As recently as June 30, 2023, CMS released revised guidance on the drug pricing program, including changes to the way CMS will verify drugs that are exempt from price controls due to generic competition, “orphan drug” designation, and patent litigation (in the case of biologics only as to a special two-year delay procedure). The new guidance also makes several important procedural changes affecting confidentiality of negotiations, challenges to CMS’s price calculations and some temporary delays in implementation of price discounts in 2026 as to certain hospitals, physicians and other providers. These and other adjustments to the CMS approach will need to be factored into any assessment of the IRA’s potential impact on the commercial viability of a drug or biologic, on a case-by-case basis.
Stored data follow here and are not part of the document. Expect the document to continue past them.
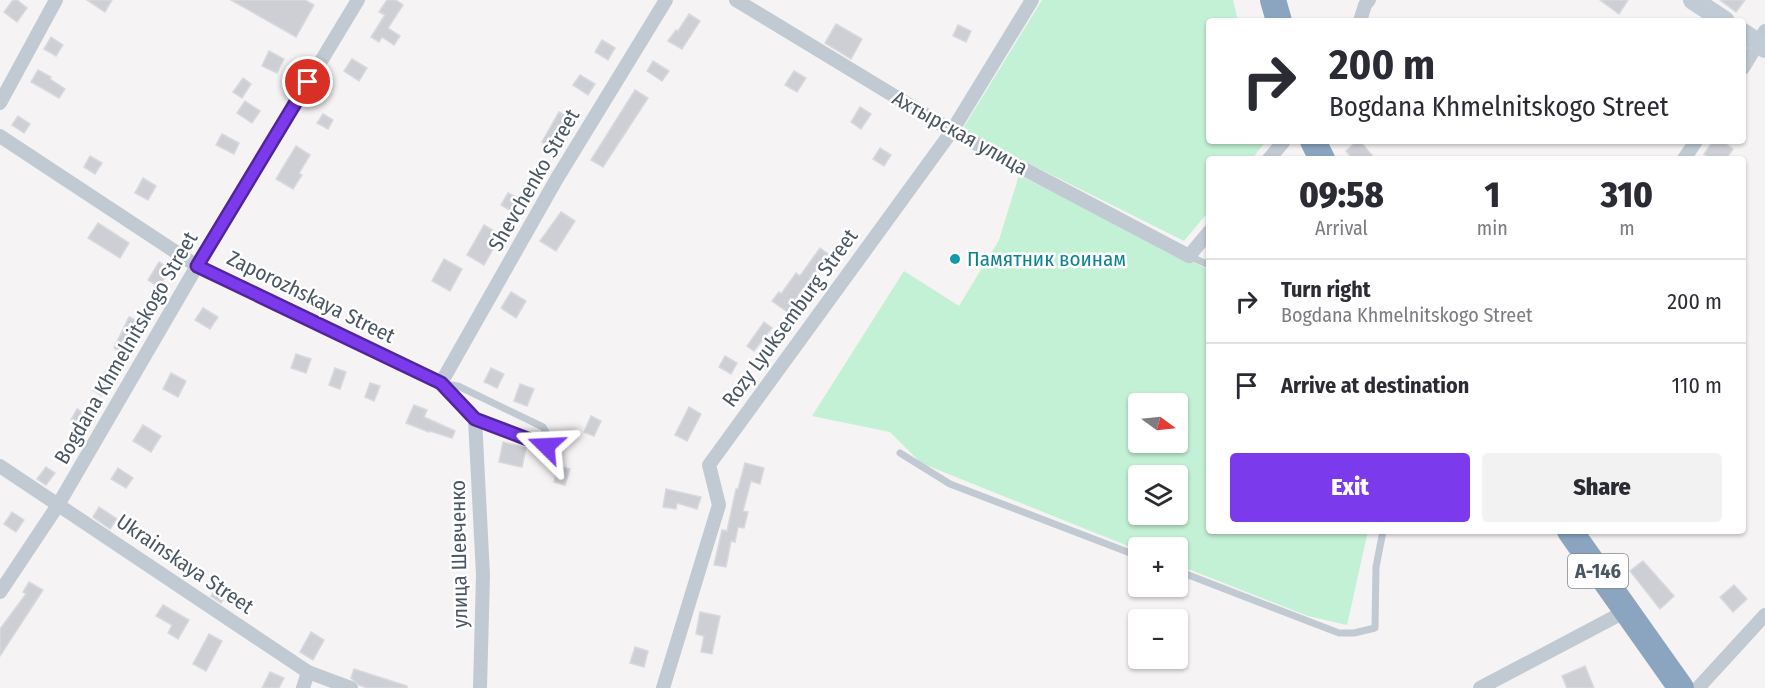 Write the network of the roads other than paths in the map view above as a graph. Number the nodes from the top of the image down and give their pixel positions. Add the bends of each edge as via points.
1 (56, 0) edge
2 (358, 0) edge
3 (666, 0) edge
4 (736, 0) edge
5 (1032, 0) edge
6 (1273, 0) edge
7 (1369, 0) edge
8 (1693, 0) edge
9 (1278, 18) edge
10 (1361, 18) edge
11 (1720, 18) edge
12 (1758, 39) edge
13 (1746, 62) edge
14 (0, 104) edge
15 (952, 131) junction
16 (0, 136) edge
17 (1282, 144) edge
18 (1272, 156) edge
19 (1206, 236) edge
20 (1189, 256) junction
21 (1206, 264) edge
22 (197, 266) junction
23 (441, 383) junction
24 (475, 419) junction
25 (546, 446) joint
26 (900, 453) dead end
27 (0, 466) edge
28 (58, 505) junction
29 (1382, 534) edge
30 (1572, 534) edge
31 (1128, 552) edge
32 (1188, 575) edge
33 (0, 592) edge
34 (1626, 611) junction
35 (1765, 615) edge
36 (308, 672) junction
37 (303, 688) edge
38 (351, 688) edge
39 (480, 688) edge
40 (663, 688) edge
41 (1480, 688) edge
42 (1681, 688) edge
43 (1698, 688) edge

1 - 14 street
2 - 22 street, Bogdana Khmelnitskogo Street
3 - 23 street, Shevchenko Street via 556,180
4 - 15 street, Ахтырская улица
5 - 15 street, Rozy Lyuksemburg Street
6 - 9 highway
7 - 10 street
8 - 11 street
12 - 13 street
15 - 20 street, Ахтырская улица
15 - 40 street, Rozy Lyuksemburg Street via 709,465 719,505
16 - 22 street, Zaporozhskaya Street
17 - 18 street
19 - 20 street
20 - 21 lane
22 - 23 street, Zaporozhskaya Street
22 - 28 street, Bogdana Khmelnitskogo Street
23 - 24 street, Zaporozhskaya Street
23 - 25 lane via 458,386 543,427 549,437
24 - 25 street, Zaporozhskaya Street
24 - 39 street, улица Шевченко via 483,575
26 - 31 lane via 950,484
27 - 28 street, Ukrainskaya Street
28 - 33 street, Bogdana Khmelnitskogo Street
28 - 36 street, Ukrainskaya Street
29 - 32 lane via 1376,567 1375,628 1354,633 1339,633
30 - 34 highway, А-146
34 - 41 street
34 - 42 highway, А-146
35 - 43 street
36 - 37 street
36 - 38 street, Ukrainskaya Street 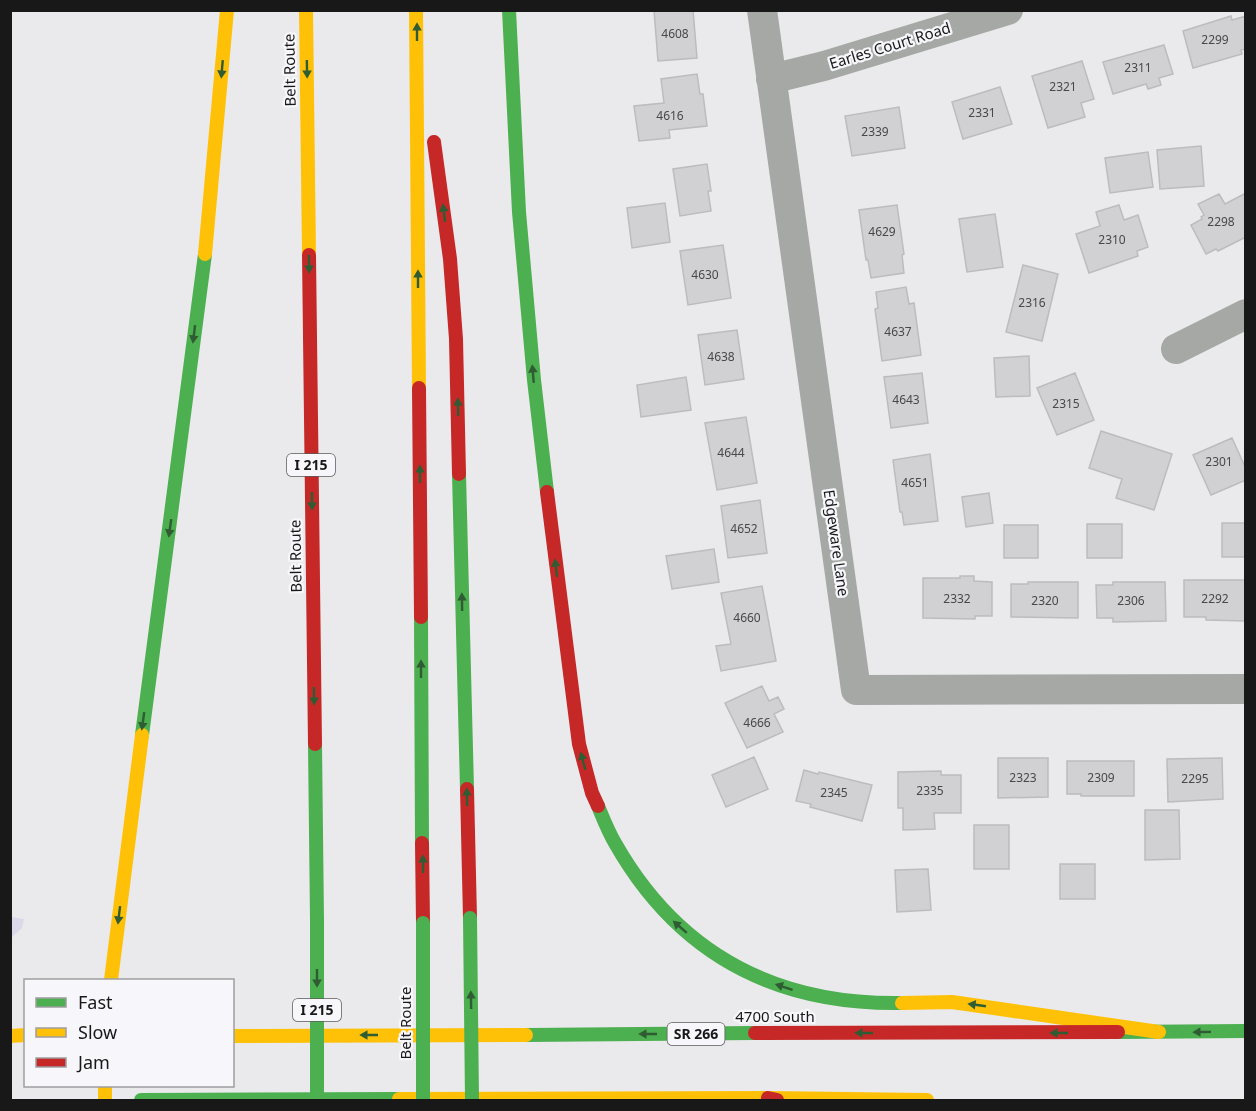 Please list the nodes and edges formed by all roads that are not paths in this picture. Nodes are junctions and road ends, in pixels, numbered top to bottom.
1 (227, 10) edge
2 (306, 10) edge
3 (416, 10) edge
4 (509, 10) edge
5 (762, 10) edge
6 (1008, 10) edge
7 (417, 54) junction
8 (771, 79) junction
9 (1245, 314) edge
10 (1176, 349) dead end
11 (1245, 688) edge
12 (111, 979) edge
13 (1245, 1031) edge
14 (1159, 1032) junction
15 (234, 1035) edge
16 (773, 1099) edge
17 (141, 1101) edge
18 (317, 1101) edge
19 (423, 1101) edge
20 (472, 1101) edge
21 (927, 1101) edge

1 -> 12 main road
2 -> 18 main road, Belt Route / I 215, bridge
7 -> 3 main road, Belt Route
14 -> 4 main road
5 - 8 street, Edgeware Lane
6 - 8 street, Earles Court Road
19 -> 7 main road, Belt Route, bridge
20 -> 7 main road, bridge
8 - 11 street, Edgeware Lane
9 - 10 street
13 -> 14 main road, 4700 South / SR 266
14 -> 15 main road, 4700 South / SR 266
16 - 17 main road
16 - 21 main road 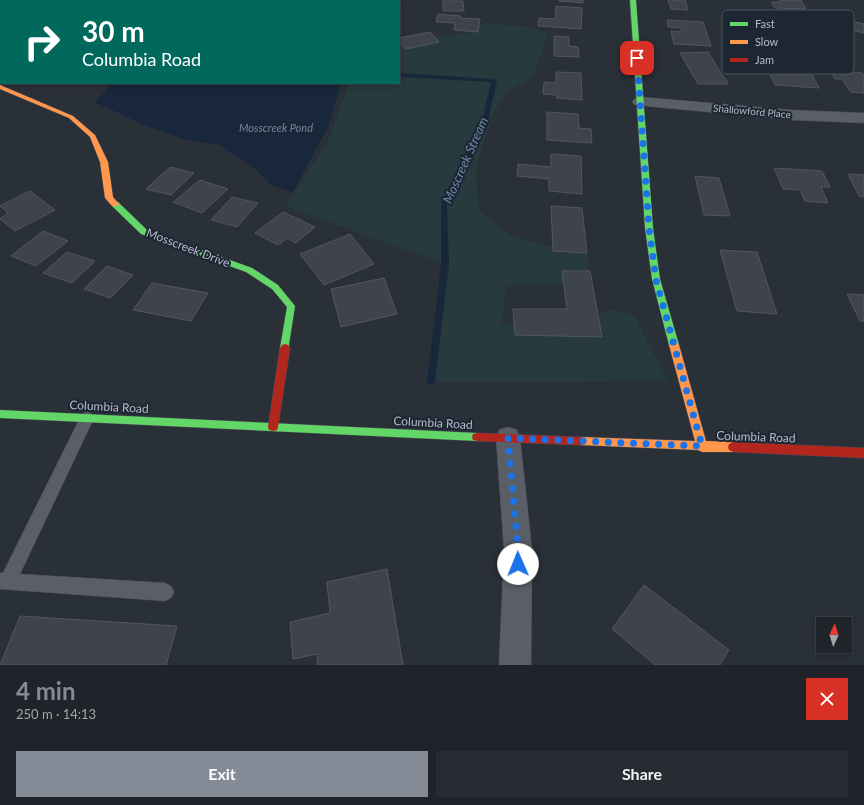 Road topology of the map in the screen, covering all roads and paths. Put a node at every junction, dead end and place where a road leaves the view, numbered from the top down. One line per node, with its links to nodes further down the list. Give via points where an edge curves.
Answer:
1 (633, 0): 3 (street)
2 (0, 87): 7 (street, Mosscreek Drive, via 71,117 93,136 104,162 109,198 144,232 249,270 275,287 290,306)
3 (640, 102): 4 (street, Shallowford Place, via 792,115); 9 (street, via 649,228 656,280)
4 (864, 118)
5 (0, 414): 6 (street, Columbia Road)
6 (87, 418): 7 (street, Columbia Road); 11 (lane)
7 (273, 427): 8 (street, Columbia Road)
8 (508, 438): 9 (street, Columbia Road); 13 (street, via 518,550)
9 (702, 446): 10 (street, Columbia Road)
10 (864, 453)
11 (4, 581): 12 (lane)
12 (165, 592)
13 (516, 665) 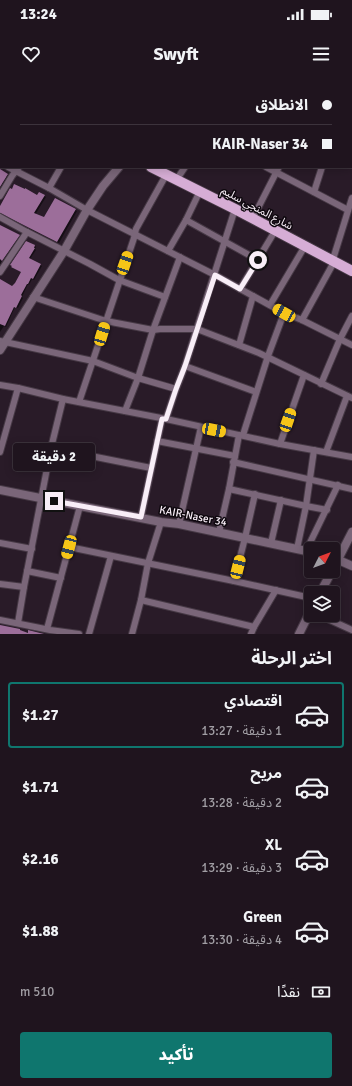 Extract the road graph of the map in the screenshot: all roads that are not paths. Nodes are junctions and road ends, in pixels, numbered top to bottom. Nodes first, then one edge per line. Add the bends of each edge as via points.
1 (60, 168) edge
2 (112, 168) edge
3 (118, 168) edge
4 (154, 168) edge
5 (322, 168) edge
6 (18, 169) edge
7 (277, 169) edge
8 (165, 171) edge
9 (182, 171) edge
10 (103, 186) junction
11 (49, 188) junction
12 (200, 191) junction
13 (314, 192) junction
14 (0, 196) edge
15 (352, 198) edge
16 (235, 209) junction
17 (87, 210) junction
18 (348, 210) junction
19 (255, 214) junction
20 (0, 217) edge
21 (186, 220) junction
22 (275, 231) junction
23 (27, 232) junction
24 (134, 234) junction
25 (225, 242) junction
26 (305, 246) junction
27 (64, 251) junction
28 (168, 251) junction
29 (180, 257) junction
30 (334, 259) junction
31 (258, 260) junction
32 (2, 265) edge
33 (352, 265) edge
34 (352, 271) edge
35 (0, 272) edge
36 (215, 275) junction
37 (119, 280) junction
38 (240, 289) junction
39 (253, 296) junction
40 (33, 297) junction
41 (165, 297) junction
42 (270, 305) junction
43 (284, 313) junction
44 (352, 316) edge
45 (302, 320) junction
46 (106, 321) junction
47 (197, 329) junction
48 (153, 330) junction
49 (340, 339) junction
50 (3, 341) edge
51 (239, 345) junction
52 (352, 345) edge
53 (0, 350) edge
54 (268, 357) junction
55 (93, 361) junction
56 (185, 366) junction
57 (304, 375) junction
58 (138, 378) junction
59 (321, 384) junction
60 (0, 385) edge
61 (18, 388) junction
62 (176, 389) junction
63 (256, 392) junction
64 (349, 397) edge
65 (63, 399) junction
66 (79, 402) junction
67 (125, 411) junction
68 (164, 419) junction
69 (201, 427) junction
70 (241, 435) junction
71 (158, 442) junction
72 (280, 444) junction
73 (51, 448) junction
74 (197, 449) junction
75 (314, 450) junction
76 (0, 452) edge
77 (326, 452) junction
78 (352, 458) edge
79 (234, 459) junction
80 (151, 468) junction
81 (309, 479) junction
82 (338, 485) junction
83 (229, 489) junction
84 (352, 489) edge
85 (0, 490) edge
86 (255, 494) junction
87 (42, 498) junction
88 (281, 500) junction
89 (80, 506) junction
90 (306, 506) junction
91 (326, 510) junction
92 (141, 517) junction
93 (161, 522) junction
94 (179, 524) junction
95 (219, 532) junction
96 (352, 532) edge
97 (245, 538) junction
98 (305, 542) edge
99 (310, 542) edge
100 (0, 543) edge
101 (270, 543) junction
102 (69, 547) junction
103 (32, 549) junction
104 (304, 551) edge
105 (340, 552) edge
106 (111, 556) junction
107 (340, 561) edge
108 (148, 563) junction
109 (352, 566) edge
110 (27, 571) junction
111 (61, 578) junction
112 (234, 581) junction
113 (0, 584) edge
114 (24, 587) junction
115 (276, 590) junction
116 (304, 596) edge
117 (141, 600) junction
118 (0, 620) edge
119 (305, 622) edge
120 (334, 622) edge
121 (18, 623) junction
122 (254, 627) junction
123 (352, 630) edge
124 (49, 631) edge
125 (79, 634) edge
126 (89, 634) edge
127 (132, 634) edge
128 (251, 634) edge
129 (299, 634) edge

1 - 11 street
2 - 10 street
3 - 10 street
4 - 8 main road, شارع المنجي سليم
5 - 13 street
6 - 11 street
6 - 14 street
7 - 13 street
7 - 19 street
8 - 9 main road, شارع المنجي سليم
8 - 12 main road, شارع المنجي سليم
8 - 24 street
9 - 19 main road, شارع المنجي سليم
10 - 17 street
11 - 17 street
12 - 16 main road, شارع المنجي سليم
12 - 21 street
13 - 18 street
15 - 18 street
16 - 22 main road, شارع المنجي سليم
16 - 25 street
17 - 24 street
17 - 27 street
18 - 30 street
19 - 30 main road, شارع المنجي سليم
20 - 23 street
21 - 25 street
21 - 28 street
22 - 26 main road, شارع المنجي سليم
22 - 31 street
23 - 27 street
23 - 32 street
24 - 28 street
24 - 37 street
25 - 31 street
25 - 36 street
26 - 30 main road, شارع المنجي سليم
26 - 42 street
27 - 37 street
27 - 40 street
28 - 29 street
29 - 36 street
29 - 41 street
30 - 33 main road, شارع المنجي سليم
30 - 34 main road, شارع المنجي سليم
30 - 45 street
31 - 38 street
32 - 35 street
36 - 38 street
36 - 47 street
37 - 41 street
37 - 46 street
38 - 39 street
39 - 42 street
39 - 51 street
40 - 46 street
40 - 50 street
41 - 48 street
42 - 43 street
43 - 45 street
43 - 54 street
44 - 49 street
45 - 49 street
46 - 48 street
46 - 55 street
47 - 48 street
47 - 51 street
47 - 56 street
48 - 58 street
49 - 52 street
49 - 59 street
50 - 53 street
50 - 55 street
51 - 54 street
54 - 57 street
54 - 63 street
55 - 58 street
55 - 66 street
56 - 62 street
56 - 63 street
57 - 59 street
57 - 72 street
58 - 62 street
58 - 67 street
59 - 64 street
60 - 61 street
61 - 65 street
61 - 76 street
62 - 68 street
63 - 70 street
64 - 77 street
65 - 66 street
65 - 73 street
66 - 67 street
67 - 68 street
68 - 69 street
68 - 71 street
69 - 70 street
69 - 74 street
70 - 72 street
70 - 79 street
71 - 74 street
71 - 80 street
72 - 75 street
73 - 80 street
73 - 87 street
74 - 79 street
74 - 94 street
75 - 77 street
75 - 81 street
77 - 78 street
79 - 81 street
79 - 83 street
80 - 92 street
81 - 82 street
81 - 90 street
82 - 84 street
82 - 91 street
83 - 86 street
83 - 95 street
85 - 87 street, KAIR-Naser 34
86 - 88 street
86 - 97 street
87 - 89 street, KAIR-Naser 34
87 - 103 street
88 - 90 street
88 - 101 street
89 - 92 street, KAIR-Naser 34
89 - 102 street
90 - 91 street
90 - 98 street
91 - 99 street
92 - 93 street, KAIR-Naser 34
93 - 94 street, KAIR-Naser 34
93 - 108 street
94 - 95 street, KAIR-Naser 34
95 - 97 street, KAIR-Naser 34
96 - 105 street
97 - 101 street, KAIR-Naser 34
97 - 112 street
100 - 103 street
101 - 104 street, KAIR-Naser 34
102 - 106 street
102 - 111 street
103 - 110 street
106 - 108 street
106 - 126 street
107 - 109 street
108 - 112 street
108 - 117 street
110 - 111 street
110 - 114 street
111 - 124 street
112 - 115 street
113 - 114 street
114 - 121 street
115 - 116 street
115 - 122 street
117 - 122 street
117 - 127 street
118 - 121 street
119 - 129 street
120 - 123 street
121 - 124 street
122 - 128 street
124 - 125 street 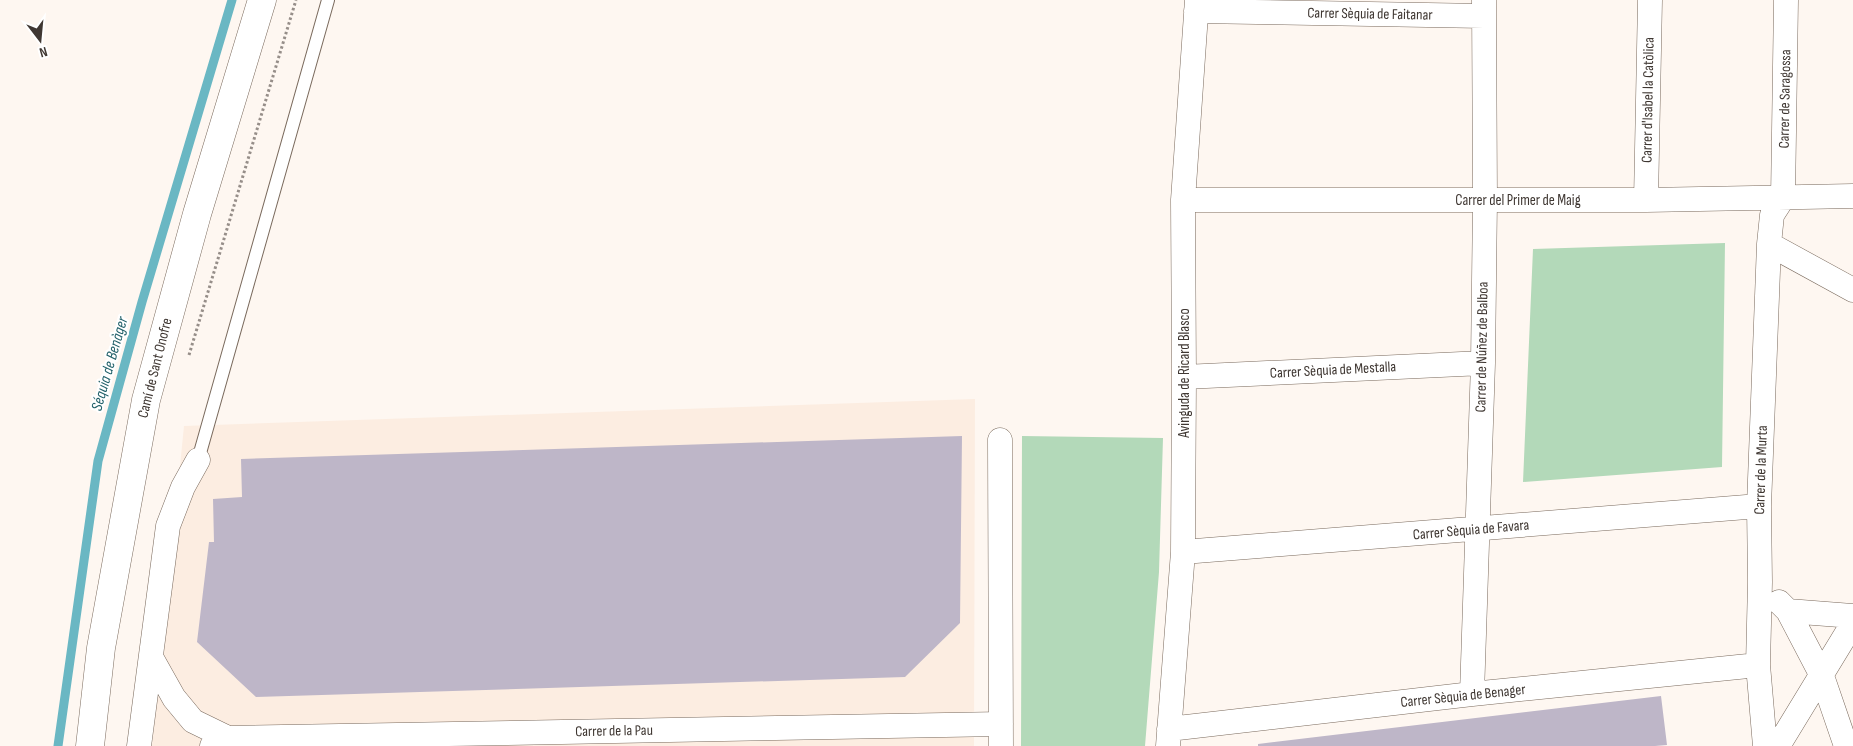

Further, four lawsuits challenging the legality and constitutionality of the Negotiation Program have already been filed in the federal courts and more are likely on the way. This has only added to the uncertainties surrounding the implementation of the IRA’s drug pricing reforms and increased the complex dynamics of the considerations for those impacted by the IRA.

What’s Next?

While there has been a tremendous amount of activity across the House and Senate Committees of jurisdiction for health care in the first six months of this year, it remains to be seen if and how the two Chambers might come together to advance the health bills they have considered within their respective committees. Despite these uncertainties, it is clear that there is bipartisan, bicameral interest in a range of health care issues related to consolidation, transparency and ownership of health care entities, including private equity, growth equity and venture capital funds in the health care sector. No issue better underscores this point than the focus on PBMs by numerous Committees in both the House and Senate. Cast against this congressional backdrop, the life sciences community continues to absorb the impacts and considerations of IRA’s drug pricing reforms and navigate a dynamic landscape on these evolving fronts. Stakeholders in this space should continue to watch closely to see how proposals by Congress, MedPAC and the Biden administration might further alter the path and strategies for researching, developing and bringing safe and effective therapies to market on behalf of patients.


1 Sens. Chuck Grassley (R-Iowa), Cindy Hyde-Smith (R-Miss.), James Lankford (R-Okla.), Marsha Blackburn (R-Tenn.), Jerry Moran (R-Kan.) and Thom Tillis (R-N.C.), Letter to FTC Chair Lina Khan, Oct. 7, 2022.